Currently, the city has no mechanism in its zoning ordinance to even consider a senior living proposal. CBC Real Estate Group has an option to purchase the eight-acre property across the street from the Westwood View Elementary School. But CBC can’t file plans with the city because no category for senior living exists in zoning code.
The joint work session Monday favored a zoning text change that would allow a planned district accommodating senior living. That means complete plans for any construction would need to be submitted at the time of a zoning change and that the zoning approval would be tied to the specific plan.
The zoning text change, which needs to be written and adopted, would allow CBC to submit an application, which would trigger public hearings about the use of the land. Mayor John Yé said the first interest in the property from CBC came in October of 2012. Over the next two and one-half years interest also was expressed by developers who favored commercial or residential development.

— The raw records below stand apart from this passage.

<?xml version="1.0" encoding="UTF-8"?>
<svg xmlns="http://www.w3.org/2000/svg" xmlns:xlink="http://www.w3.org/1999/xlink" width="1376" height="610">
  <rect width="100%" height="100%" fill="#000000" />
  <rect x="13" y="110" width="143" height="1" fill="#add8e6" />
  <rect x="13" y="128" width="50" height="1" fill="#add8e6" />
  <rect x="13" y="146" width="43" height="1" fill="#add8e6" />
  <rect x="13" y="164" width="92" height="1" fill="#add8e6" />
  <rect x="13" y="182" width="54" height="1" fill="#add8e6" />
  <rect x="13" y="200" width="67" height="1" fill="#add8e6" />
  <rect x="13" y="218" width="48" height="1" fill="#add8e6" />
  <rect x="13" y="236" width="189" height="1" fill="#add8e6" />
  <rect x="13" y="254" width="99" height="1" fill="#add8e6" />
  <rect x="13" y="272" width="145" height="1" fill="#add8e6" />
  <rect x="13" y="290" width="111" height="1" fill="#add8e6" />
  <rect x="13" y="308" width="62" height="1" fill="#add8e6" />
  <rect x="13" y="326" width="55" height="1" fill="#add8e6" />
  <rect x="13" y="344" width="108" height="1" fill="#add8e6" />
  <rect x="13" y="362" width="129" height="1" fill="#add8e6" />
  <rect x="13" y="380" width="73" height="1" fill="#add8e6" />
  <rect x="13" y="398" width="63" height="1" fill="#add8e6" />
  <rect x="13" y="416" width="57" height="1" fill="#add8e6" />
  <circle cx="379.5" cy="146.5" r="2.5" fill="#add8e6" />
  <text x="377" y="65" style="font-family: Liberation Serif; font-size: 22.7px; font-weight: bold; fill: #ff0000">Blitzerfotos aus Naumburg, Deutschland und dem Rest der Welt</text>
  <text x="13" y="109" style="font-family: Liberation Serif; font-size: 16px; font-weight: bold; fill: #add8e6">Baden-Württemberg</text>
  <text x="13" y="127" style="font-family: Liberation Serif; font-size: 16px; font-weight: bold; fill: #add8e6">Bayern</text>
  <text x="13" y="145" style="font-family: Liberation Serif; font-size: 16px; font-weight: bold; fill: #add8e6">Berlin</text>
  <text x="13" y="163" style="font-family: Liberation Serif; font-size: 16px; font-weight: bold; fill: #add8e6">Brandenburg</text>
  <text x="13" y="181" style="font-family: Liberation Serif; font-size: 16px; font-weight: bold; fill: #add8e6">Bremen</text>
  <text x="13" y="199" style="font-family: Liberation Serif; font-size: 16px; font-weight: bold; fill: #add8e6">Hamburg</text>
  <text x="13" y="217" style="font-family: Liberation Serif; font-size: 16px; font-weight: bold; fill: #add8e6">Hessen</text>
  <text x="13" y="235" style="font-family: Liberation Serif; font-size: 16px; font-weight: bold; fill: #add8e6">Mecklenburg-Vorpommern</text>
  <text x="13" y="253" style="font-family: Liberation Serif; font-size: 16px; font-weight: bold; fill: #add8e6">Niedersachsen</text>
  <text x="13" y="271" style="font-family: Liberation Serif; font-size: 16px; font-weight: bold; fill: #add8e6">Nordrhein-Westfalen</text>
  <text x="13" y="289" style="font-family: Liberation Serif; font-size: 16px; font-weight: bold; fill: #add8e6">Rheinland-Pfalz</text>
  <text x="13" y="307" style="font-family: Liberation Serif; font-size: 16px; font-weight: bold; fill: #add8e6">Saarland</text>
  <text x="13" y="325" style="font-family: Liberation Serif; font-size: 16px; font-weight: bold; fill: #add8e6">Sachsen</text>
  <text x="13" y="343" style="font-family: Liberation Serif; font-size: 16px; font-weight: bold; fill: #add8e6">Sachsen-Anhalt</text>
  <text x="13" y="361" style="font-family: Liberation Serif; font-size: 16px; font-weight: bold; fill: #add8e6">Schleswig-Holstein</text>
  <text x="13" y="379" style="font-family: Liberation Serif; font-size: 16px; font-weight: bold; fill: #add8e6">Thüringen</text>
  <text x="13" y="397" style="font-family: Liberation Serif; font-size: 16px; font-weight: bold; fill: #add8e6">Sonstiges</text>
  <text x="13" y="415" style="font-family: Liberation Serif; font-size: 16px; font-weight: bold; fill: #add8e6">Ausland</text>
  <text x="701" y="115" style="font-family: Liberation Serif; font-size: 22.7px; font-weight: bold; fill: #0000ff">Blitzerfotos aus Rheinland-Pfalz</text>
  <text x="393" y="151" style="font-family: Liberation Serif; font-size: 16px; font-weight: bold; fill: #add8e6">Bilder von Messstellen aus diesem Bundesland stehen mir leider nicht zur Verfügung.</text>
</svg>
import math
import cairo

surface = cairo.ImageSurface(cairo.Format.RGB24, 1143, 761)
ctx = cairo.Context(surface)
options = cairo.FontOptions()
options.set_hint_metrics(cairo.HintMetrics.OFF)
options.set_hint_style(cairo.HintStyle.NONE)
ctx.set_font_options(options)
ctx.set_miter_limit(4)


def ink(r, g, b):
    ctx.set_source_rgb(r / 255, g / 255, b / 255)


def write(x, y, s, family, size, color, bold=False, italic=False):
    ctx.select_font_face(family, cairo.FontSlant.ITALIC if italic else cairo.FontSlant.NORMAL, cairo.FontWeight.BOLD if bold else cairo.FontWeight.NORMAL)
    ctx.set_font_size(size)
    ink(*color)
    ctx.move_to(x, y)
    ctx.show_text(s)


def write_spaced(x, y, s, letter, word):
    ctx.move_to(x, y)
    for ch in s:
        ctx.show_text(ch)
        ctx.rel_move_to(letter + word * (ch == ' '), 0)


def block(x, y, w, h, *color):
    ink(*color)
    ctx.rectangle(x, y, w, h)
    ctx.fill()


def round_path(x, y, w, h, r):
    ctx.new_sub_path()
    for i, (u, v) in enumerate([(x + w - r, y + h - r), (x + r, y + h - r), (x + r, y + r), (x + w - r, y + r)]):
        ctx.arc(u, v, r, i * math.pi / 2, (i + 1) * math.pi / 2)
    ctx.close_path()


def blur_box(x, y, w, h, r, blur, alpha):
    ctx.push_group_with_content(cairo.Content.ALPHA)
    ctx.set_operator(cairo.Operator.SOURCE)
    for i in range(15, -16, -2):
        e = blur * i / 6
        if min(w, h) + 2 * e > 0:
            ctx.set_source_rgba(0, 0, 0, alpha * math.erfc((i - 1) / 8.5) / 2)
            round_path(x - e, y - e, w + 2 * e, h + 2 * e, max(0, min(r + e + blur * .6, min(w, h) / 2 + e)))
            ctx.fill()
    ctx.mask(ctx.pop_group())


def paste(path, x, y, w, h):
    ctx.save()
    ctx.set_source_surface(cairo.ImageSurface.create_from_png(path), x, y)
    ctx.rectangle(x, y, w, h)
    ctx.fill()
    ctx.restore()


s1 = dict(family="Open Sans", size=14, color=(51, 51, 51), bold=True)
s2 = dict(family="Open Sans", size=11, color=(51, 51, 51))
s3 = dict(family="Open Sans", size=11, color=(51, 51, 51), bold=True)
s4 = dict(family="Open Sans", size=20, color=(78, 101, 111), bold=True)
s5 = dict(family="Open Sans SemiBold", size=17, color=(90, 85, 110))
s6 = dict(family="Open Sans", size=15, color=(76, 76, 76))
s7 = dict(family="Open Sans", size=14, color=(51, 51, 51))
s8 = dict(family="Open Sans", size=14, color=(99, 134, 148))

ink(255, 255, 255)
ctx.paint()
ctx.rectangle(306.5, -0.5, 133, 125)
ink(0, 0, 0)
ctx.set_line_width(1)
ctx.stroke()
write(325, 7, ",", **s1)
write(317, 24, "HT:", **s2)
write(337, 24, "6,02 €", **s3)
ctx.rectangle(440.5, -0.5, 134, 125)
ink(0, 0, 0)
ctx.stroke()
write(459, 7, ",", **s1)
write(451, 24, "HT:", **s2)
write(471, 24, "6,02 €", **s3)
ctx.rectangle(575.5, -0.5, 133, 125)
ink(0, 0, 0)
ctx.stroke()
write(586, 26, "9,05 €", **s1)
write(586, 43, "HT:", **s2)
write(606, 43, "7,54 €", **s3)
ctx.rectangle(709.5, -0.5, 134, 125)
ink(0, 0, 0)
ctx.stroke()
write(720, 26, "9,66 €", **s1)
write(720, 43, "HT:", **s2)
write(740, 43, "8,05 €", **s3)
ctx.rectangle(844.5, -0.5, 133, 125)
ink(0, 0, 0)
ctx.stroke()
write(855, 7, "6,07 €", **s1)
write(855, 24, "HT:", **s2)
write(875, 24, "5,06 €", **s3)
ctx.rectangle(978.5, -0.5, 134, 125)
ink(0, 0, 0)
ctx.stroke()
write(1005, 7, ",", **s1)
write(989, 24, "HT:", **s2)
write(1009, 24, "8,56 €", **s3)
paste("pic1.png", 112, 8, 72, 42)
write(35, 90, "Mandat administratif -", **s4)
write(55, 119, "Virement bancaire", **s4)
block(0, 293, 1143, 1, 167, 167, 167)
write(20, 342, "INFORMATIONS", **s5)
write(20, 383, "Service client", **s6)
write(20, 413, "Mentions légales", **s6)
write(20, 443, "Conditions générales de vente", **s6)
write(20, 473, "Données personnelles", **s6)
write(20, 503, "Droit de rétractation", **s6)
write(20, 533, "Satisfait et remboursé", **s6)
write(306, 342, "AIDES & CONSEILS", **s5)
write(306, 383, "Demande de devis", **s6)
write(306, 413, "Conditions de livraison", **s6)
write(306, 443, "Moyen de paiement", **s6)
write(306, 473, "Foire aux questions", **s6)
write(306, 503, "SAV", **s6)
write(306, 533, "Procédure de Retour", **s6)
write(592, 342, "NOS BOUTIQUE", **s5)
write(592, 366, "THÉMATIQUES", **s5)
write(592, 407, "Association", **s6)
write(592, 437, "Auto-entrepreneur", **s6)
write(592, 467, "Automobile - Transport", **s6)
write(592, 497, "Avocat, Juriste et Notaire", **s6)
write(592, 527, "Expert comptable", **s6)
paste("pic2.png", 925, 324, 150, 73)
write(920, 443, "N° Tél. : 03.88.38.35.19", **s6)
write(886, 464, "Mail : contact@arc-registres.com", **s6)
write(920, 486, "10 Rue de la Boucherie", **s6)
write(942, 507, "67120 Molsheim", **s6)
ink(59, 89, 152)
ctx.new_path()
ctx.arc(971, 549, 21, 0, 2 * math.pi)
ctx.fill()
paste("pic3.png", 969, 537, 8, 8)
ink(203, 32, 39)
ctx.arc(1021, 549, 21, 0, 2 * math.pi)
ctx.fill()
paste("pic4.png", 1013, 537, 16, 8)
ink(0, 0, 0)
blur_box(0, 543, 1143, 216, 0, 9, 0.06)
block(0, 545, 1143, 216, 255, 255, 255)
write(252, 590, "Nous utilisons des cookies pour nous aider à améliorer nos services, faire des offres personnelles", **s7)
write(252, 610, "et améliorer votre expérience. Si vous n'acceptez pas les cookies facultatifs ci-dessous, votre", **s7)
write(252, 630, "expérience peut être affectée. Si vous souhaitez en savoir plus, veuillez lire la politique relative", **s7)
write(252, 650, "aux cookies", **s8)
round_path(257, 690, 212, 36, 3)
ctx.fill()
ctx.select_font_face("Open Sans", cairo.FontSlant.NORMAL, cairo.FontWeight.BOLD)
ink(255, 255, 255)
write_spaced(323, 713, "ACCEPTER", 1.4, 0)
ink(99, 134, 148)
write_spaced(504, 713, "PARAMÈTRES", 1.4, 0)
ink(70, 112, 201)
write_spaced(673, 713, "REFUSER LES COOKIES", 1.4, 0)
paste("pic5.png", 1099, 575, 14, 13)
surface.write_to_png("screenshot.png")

However, in 2014 Entercom renewed its special use permit to continue operating the broadcasting towers on the property. Yé said more than seven developers talked to Entercom during the last few years and the city was not involved in the negotiations. In August 2014, the city first learned that CBC had a letter of intent, he said.
Council president Paul Day, who favored the text change so an application could be filed, said he had reservations about putting such a dense development in the middle of the city. He said the current plan has 140 units in a horseshoe configuration with independent living duplexes on the outside and a two or three story building in the middle for services and more aid-dependent living. No plans, though, have been filed with the city and can’t be filed until the text change is made.
Some Westwood residents attending the Monday meeting objected to the process and suggested the public should have been heard from earlier on the question of senior living. One resident objected to the added density in a single-family neighborhood and suggested a park on the site.
Yé opened the meeting by telling the group that no decision had been made about the use of the property, that the council is not pressuring the planning commission to approve a plan and that the city is not trying to keep out public input.